Preheat oven to 300 degrees. Grease and flour (with matzah meal on Passover) a 9 or 10-inch springform pan.

 

Whip the egg whites until stiff, up to 15 minutes (or about 5 minutes in a KitchenAid mixer). Gradually add the sugar while continuing to whip. Add the vinegar or lemon juice and the vanilla and whip until it looks like marshmallow.

Spoon egg white mixture into the pan and make the sides a little higher than the middle. Bake for 50 minutes, shut off the oven, and leave the pan in the oven overnight.
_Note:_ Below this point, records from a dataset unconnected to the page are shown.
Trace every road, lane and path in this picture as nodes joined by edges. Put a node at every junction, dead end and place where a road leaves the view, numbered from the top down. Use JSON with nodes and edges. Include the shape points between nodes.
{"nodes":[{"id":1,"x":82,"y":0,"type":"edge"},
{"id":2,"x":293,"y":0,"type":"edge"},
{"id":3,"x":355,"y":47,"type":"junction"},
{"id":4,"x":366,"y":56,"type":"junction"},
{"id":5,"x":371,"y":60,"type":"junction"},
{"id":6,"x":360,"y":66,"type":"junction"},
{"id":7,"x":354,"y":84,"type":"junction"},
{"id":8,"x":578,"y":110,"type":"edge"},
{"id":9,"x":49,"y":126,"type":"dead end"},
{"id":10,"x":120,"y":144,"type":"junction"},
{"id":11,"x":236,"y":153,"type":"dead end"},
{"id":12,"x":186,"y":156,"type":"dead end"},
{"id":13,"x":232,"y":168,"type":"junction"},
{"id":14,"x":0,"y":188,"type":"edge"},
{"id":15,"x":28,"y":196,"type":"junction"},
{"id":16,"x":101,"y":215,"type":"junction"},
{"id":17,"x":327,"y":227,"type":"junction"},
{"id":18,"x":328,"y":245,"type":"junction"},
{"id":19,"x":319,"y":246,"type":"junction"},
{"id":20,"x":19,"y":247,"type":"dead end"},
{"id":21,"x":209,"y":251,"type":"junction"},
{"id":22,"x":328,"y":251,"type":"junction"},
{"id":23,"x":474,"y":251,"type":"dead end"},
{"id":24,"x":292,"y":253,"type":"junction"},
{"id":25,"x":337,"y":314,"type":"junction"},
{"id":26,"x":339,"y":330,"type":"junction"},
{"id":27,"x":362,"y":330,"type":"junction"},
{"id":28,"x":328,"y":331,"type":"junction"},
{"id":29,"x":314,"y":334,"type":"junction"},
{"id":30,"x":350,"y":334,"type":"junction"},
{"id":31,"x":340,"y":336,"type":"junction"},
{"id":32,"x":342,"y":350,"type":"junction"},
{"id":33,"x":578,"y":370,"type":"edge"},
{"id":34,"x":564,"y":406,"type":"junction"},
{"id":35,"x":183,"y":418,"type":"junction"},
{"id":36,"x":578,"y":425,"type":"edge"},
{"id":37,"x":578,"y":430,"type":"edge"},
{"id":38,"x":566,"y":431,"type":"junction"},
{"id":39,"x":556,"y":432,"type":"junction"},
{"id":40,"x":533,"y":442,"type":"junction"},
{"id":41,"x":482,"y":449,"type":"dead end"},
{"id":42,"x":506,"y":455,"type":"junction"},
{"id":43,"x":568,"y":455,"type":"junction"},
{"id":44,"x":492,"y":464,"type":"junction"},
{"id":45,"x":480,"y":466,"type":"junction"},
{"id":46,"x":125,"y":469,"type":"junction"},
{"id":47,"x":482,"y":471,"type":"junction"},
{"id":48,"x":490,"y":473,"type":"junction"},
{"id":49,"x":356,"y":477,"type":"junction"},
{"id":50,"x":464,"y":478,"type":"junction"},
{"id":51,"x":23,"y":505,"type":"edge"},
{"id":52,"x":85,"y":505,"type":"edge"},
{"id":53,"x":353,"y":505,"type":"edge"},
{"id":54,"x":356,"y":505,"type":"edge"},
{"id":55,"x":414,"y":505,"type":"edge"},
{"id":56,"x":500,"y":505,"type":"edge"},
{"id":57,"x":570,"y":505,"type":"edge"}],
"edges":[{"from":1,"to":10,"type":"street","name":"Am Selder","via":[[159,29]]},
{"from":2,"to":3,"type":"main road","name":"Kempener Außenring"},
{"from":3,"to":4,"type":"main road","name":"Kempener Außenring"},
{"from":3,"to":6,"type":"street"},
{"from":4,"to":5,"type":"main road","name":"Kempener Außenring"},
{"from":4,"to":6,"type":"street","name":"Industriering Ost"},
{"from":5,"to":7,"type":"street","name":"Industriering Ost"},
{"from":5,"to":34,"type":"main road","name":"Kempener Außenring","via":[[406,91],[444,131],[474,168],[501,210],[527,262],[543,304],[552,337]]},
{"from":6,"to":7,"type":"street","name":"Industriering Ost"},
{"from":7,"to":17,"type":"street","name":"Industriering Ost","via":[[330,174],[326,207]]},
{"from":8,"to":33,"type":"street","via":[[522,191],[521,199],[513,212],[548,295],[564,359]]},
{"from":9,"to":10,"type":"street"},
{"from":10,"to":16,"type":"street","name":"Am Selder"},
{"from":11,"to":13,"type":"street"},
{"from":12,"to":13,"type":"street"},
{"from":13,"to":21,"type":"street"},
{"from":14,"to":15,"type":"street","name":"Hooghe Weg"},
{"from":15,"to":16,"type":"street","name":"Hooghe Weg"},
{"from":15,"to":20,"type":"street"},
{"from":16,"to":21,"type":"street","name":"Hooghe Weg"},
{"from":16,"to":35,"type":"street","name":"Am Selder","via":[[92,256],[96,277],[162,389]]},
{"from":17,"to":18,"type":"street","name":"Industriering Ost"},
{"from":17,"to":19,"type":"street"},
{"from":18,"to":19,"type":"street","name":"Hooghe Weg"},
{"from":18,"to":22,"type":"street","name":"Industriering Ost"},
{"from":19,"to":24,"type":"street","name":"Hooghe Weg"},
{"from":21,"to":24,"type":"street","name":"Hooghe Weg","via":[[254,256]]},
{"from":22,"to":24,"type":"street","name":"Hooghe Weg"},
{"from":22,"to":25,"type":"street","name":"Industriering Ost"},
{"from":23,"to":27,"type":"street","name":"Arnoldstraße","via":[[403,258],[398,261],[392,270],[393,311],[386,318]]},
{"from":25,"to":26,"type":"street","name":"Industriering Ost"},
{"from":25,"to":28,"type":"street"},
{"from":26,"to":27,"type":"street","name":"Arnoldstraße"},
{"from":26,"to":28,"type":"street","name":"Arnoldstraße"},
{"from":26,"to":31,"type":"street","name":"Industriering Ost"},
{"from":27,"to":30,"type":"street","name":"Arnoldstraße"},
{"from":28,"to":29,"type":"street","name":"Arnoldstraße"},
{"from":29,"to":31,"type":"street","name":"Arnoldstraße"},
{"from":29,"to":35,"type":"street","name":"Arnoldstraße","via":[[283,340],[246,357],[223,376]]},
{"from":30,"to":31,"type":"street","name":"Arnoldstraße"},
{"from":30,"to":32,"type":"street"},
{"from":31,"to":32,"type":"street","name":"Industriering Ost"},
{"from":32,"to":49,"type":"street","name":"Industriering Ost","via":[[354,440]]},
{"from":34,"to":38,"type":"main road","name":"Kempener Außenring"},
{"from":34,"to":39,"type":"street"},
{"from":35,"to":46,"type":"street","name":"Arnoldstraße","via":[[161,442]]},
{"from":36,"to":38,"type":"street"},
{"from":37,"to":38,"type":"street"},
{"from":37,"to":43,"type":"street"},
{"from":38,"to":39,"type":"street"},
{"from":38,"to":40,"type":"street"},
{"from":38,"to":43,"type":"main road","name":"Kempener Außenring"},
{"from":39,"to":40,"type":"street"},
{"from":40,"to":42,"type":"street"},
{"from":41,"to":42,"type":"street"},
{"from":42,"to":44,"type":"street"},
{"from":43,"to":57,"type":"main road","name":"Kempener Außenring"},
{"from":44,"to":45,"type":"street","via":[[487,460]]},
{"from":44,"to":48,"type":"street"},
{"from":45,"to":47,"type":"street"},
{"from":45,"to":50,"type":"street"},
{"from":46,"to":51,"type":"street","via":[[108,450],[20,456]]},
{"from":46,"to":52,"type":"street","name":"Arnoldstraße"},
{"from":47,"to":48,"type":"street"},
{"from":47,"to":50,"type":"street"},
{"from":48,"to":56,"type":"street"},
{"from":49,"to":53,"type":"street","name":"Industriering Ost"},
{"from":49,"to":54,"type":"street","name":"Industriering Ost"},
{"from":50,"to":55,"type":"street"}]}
In the morning, remove the pan from the oven and let it sit on the counter, uncovered, until you are ready to assemble the final product.

Remove the meringue from the pan by running a knife several times around the sides and then releasing the pan. (You can gently move the meringue to a platter by running a knife underneath it and transferring it with a spatula, or just place the meringue still attached to the bottom of the springform pan directly on the platter.)

An hour or two before serving, melt the chocolate bits and water together and stir until smooth. Make sure the berries are dry. Pour the berries into the meringue shell and then drizzle the whole thing with the melted chocolate.

Cut the meringue with a serrated knife. You will probably also need a large spoon to scoop up the berries. Makes 8-12 servings, depending on size.

Joan Nathan has a different technique for baking the meringue. She traces a circle on a piece of parchment paper taped (with masking tape) to a cookie sheet. Then she spoons the egg whites onto the parchment paper, using the circle as a guide. With a spoon, form the meringue into a nest with sides 1-inch high. Joan’s original recipe calls for 4 egg whites and 3/4 cup sugar, which she forms into a 9-inch shell, bakes in a 200-degree oven for one hour, and lets sit in the closed oven for another 30 minutes. This size shell needs 4 cups of berries, and 1/4 cup chocolate bits mixed with 4 teaspoons of water. I have used Joan’s meringue technique with the ingredient amounts above to form a 10-11-inch shell and the results were spectacular. The only problem I had was in removing the delicate meringue from the parchment paper, so I just cut around the shell and moved it and the paper underneath to the serving platter.